Représentée par Me Christian FORQUIN, avocat ...

COUR D'APPEL de CHAMBÉRY

Chambre civile - Première section

Arrêt du Mardi 21 Février 2023

N° RG 20/01606 - N° Portalis DBVY-V-B7E-GSUR

Décision attaquée : Jugement du Tribunal de Commerce de THONON LES BAINS en date du 02 Décembre 2020

Appelante

S.A. MAAF ASSURANCES, dont le siège social est [Adresse 3]

Représentée par Me Michel FILLARD, avocat postulant au barreau de CHAMBERY Représentée par la SELARL FAVRE-DUBOULOZ-COFFY, avocats plaidants au barreau de THONON-LES-BAINS

Intimée

S.A.R.L. CARROSSERIE PAIS, dont le siège social est situé [Adresse 1]
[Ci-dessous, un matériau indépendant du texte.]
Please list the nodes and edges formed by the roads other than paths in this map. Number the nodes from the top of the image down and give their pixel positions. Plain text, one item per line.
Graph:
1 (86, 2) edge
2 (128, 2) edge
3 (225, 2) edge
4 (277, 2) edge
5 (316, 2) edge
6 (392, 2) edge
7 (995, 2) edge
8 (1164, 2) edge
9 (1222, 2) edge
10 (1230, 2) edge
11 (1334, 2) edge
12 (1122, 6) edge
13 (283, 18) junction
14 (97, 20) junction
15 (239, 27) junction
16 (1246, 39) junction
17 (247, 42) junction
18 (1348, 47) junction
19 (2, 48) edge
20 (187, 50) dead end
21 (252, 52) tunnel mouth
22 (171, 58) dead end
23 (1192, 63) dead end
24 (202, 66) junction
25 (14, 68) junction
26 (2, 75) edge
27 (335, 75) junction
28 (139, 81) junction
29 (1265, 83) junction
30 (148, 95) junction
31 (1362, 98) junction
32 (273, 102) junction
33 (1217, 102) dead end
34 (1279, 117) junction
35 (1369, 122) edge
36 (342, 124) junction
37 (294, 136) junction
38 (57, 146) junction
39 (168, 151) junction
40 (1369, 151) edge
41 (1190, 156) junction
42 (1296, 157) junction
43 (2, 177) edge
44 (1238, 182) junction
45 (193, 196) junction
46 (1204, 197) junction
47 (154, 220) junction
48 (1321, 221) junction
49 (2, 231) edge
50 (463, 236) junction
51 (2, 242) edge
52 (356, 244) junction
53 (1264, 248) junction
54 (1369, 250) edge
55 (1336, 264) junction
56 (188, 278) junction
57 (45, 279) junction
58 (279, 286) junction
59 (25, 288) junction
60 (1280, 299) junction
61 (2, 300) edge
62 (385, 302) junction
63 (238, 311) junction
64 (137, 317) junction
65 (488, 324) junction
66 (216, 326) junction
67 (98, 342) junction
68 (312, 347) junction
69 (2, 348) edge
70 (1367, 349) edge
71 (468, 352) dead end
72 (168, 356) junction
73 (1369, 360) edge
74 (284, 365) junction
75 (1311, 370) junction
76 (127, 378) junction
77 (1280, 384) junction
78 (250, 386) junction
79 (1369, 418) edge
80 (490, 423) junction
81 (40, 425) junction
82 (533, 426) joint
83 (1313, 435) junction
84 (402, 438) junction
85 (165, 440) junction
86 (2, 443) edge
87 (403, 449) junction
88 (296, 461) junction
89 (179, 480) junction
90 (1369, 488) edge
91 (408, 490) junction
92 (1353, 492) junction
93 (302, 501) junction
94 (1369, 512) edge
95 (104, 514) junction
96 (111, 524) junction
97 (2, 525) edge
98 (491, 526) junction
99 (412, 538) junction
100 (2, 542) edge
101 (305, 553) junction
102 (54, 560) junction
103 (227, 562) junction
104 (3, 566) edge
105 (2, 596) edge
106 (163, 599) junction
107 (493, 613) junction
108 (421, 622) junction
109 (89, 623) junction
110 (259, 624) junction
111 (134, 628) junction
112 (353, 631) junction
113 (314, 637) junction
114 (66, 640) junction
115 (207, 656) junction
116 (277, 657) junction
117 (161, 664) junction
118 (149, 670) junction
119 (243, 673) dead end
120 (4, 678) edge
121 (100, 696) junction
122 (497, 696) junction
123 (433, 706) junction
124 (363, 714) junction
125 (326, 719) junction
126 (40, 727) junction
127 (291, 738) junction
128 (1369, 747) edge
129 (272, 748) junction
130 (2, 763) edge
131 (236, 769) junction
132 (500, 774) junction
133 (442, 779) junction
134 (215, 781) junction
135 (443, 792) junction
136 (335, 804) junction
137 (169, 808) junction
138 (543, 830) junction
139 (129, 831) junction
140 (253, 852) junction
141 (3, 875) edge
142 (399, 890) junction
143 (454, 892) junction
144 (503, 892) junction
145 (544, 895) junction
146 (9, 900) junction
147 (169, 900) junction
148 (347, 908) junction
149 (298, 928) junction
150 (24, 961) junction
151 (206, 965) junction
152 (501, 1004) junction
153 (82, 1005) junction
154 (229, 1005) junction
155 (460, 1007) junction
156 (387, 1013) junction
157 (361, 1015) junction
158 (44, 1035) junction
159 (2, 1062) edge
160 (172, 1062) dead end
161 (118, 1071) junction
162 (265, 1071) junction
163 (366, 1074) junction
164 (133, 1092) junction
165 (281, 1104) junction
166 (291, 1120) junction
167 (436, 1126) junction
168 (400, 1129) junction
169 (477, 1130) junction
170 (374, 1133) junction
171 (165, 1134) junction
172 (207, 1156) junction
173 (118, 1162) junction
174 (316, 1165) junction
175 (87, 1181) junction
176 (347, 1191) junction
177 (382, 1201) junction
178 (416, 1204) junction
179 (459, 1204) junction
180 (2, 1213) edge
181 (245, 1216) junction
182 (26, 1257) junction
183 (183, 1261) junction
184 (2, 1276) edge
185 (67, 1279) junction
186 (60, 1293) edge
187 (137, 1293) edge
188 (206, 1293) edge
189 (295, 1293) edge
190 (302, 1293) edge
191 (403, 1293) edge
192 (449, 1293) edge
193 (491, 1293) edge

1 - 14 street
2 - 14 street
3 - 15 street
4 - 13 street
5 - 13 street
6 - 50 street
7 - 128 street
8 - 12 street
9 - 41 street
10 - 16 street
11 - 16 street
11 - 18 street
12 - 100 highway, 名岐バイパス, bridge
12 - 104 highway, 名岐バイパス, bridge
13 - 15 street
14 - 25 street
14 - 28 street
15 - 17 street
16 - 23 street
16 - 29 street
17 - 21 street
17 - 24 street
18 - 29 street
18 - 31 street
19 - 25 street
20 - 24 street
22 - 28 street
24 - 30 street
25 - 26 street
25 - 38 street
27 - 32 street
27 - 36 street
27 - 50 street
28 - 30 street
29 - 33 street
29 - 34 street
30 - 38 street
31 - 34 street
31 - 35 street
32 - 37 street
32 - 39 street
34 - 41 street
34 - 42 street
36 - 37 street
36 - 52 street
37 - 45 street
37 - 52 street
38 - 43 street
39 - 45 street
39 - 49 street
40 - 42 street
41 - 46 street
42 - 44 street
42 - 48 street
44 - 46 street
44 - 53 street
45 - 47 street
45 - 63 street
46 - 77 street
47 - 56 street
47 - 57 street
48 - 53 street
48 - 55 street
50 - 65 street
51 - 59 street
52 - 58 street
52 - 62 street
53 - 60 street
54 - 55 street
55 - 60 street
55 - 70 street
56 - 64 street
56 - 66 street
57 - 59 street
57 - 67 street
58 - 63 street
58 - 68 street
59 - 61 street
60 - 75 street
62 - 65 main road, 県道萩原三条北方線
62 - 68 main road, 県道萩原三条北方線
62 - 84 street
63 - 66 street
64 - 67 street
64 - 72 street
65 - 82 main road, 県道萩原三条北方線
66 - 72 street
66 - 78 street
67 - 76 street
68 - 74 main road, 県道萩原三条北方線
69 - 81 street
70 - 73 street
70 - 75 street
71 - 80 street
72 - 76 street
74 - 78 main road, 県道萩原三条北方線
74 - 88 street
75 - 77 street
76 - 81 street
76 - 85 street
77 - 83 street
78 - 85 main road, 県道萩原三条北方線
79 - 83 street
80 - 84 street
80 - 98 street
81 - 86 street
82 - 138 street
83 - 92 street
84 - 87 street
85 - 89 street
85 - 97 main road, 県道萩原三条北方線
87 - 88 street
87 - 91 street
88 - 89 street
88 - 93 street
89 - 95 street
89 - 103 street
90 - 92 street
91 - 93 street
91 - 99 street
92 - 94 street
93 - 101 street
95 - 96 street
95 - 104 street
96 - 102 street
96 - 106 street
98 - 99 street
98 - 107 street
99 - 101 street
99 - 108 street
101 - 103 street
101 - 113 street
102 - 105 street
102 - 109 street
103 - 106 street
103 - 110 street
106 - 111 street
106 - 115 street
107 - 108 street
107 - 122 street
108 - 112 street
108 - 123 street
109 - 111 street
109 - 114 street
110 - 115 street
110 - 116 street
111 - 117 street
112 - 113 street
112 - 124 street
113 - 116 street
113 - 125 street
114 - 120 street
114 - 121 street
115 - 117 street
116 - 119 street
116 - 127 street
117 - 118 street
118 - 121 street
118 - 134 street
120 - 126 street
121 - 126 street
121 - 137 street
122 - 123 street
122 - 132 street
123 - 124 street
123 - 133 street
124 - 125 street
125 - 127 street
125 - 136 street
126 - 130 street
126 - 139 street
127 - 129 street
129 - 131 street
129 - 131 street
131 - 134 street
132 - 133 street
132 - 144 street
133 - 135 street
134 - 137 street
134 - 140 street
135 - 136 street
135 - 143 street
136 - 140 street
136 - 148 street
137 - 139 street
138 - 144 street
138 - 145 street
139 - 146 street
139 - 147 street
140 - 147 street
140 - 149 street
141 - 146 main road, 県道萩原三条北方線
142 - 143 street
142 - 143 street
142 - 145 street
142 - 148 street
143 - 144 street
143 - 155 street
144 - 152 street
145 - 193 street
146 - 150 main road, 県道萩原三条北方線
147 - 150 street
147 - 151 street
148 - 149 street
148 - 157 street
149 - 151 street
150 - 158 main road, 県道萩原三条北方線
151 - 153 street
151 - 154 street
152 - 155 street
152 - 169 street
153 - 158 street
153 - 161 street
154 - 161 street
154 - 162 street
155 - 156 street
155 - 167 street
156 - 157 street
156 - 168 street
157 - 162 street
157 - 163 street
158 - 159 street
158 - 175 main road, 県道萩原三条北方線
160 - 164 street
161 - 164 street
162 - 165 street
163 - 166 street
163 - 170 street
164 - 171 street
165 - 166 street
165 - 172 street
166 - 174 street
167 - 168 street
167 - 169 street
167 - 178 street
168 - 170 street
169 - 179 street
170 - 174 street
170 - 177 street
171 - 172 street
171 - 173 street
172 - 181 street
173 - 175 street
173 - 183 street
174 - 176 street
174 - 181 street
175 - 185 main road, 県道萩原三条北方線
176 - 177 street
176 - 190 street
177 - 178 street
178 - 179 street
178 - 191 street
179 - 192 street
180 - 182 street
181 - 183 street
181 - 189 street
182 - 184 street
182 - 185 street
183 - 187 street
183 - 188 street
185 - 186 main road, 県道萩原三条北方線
Représentée par Me Christian FORQUIN, avocat au barreau de CHAMBERY

-=-=-=-=-=-=-=-=-

Date de l'ordonnance de clôture : 31 Octobre 2022

Date des plaidoiries tenues en audience publique : 06 décembre 2022

Date de mise à disposition : 21 février 2023

-=-=-=-=-=-=-=-=-

Composition de la cour :

Audience publique des débats, tenue en double rapporteur, sans opposition des avocats, par Mme Hélène PIRAT, Présidente de Chambre, qui a entendu les plaidoiries, en présence de Madame Inès REAL DEL SARTE, Conseiller, avec l'assistance de Sylvie LAVAL, Greffier,

Et lors du délibéré, par :

- Mme Hélène PIRAT, Présidente,

- Mme Inès REAL DEL SARTE, Conseiller,

- Mme Claire STEYER, Vice-présidente placée,

-=-=-=-=-=-=-=-=-

Faits et Procédure

La sarl Carrosserie Païs (société Païs) exerce une activité de réparation de véhicules automobiles. Elle a développé un produit dénommé « Service choc » qui permet au client, sur les bases d'un contrat de cession de créance, d'être déchargé des contraintes administratives prévues à la police d'assurance et du paiement des réparations de son véhicule, et garantit à la société Carrosserie Païs le paiement de l'indemnité due directement entre ses mains.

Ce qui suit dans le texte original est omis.